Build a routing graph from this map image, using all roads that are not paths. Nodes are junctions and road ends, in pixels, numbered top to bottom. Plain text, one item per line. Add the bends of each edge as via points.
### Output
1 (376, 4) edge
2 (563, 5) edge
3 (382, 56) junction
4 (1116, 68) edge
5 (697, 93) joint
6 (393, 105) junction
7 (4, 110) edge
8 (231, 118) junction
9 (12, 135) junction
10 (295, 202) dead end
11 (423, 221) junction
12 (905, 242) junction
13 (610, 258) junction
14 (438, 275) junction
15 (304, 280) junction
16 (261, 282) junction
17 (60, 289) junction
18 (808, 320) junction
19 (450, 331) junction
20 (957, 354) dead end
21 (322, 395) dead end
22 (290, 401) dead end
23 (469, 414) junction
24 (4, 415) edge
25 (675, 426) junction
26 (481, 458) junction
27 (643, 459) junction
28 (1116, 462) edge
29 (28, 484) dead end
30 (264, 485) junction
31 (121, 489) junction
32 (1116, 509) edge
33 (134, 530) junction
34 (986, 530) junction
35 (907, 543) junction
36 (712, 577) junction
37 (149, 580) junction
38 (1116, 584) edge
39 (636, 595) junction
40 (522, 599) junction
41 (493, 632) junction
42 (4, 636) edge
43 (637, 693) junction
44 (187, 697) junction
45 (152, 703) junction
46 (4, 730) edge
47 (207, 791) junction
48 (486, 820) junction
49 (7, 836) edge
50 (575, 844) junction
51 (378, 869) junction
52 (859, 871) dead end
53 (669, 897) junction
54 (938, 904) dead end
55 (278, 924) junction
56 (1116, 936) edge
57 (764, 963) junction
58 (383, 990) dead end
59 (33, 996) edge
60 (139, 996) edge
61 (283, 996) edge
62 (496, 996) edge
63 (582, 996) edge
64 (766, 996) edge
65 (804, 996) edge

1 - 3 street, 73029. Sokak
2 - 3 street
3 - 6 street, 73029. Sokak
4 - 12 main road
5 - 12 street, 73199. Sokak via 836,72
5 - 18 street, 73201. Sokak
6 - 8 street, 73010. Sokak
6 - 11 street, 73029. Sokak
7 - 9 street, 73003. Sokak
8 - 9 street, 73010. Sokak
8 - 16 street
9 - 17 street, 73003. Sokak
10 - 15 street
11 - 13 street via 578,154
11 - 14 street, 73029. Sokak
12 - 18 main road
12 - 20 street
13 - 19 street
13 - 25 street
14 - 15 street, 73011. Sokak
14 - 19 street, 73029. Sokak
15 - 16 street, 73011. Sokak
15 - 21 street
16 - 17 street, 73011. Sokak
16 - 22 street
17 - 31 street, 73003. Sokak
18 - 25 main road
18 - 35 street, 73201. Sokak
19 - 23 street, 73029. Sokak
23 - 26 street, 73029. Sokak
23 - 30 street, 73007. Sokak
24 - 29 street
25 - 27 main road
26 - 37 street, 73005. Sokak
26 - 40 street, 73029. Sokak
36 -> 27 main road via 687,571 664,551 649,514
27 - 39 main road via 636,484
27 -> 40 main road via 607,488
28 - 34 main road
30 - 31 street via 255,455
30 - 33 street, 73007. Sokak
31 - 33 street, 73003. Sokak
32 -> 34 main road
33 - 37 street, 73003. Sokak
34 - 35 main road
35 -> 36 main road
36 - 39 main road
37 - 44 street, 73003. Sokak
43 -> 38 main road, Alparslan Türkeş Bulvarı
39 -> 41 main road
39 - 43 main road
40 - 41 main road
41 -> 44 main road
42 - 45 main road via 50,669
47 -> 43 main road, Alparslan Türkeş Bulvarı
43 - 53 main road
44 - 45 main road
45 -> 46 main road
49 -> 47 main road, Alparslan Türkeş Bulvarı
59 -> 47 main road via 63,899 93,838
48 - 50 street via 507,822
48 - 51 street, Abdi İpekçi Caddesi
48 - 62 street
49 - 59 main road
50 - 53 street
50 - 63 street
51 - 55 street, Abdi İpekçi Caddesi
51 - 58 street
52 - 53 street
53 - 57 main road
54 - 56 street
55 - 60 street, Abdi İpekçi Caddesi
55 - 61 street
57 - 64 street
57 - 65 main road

○ ○ ○ ○ ○

= EXERCISE INSTRUCTIONS =
Only lines holding the word "Abdi" are wanted, so copy each of them from the records above.

= RESPONSE TO THE TASK =
48 - 51 street, Abdi İpekçi Caddesi
51 - 55 street, Abdi İpekçi Caddesi
55 - 60 street, Abdi İpekçi Caddesi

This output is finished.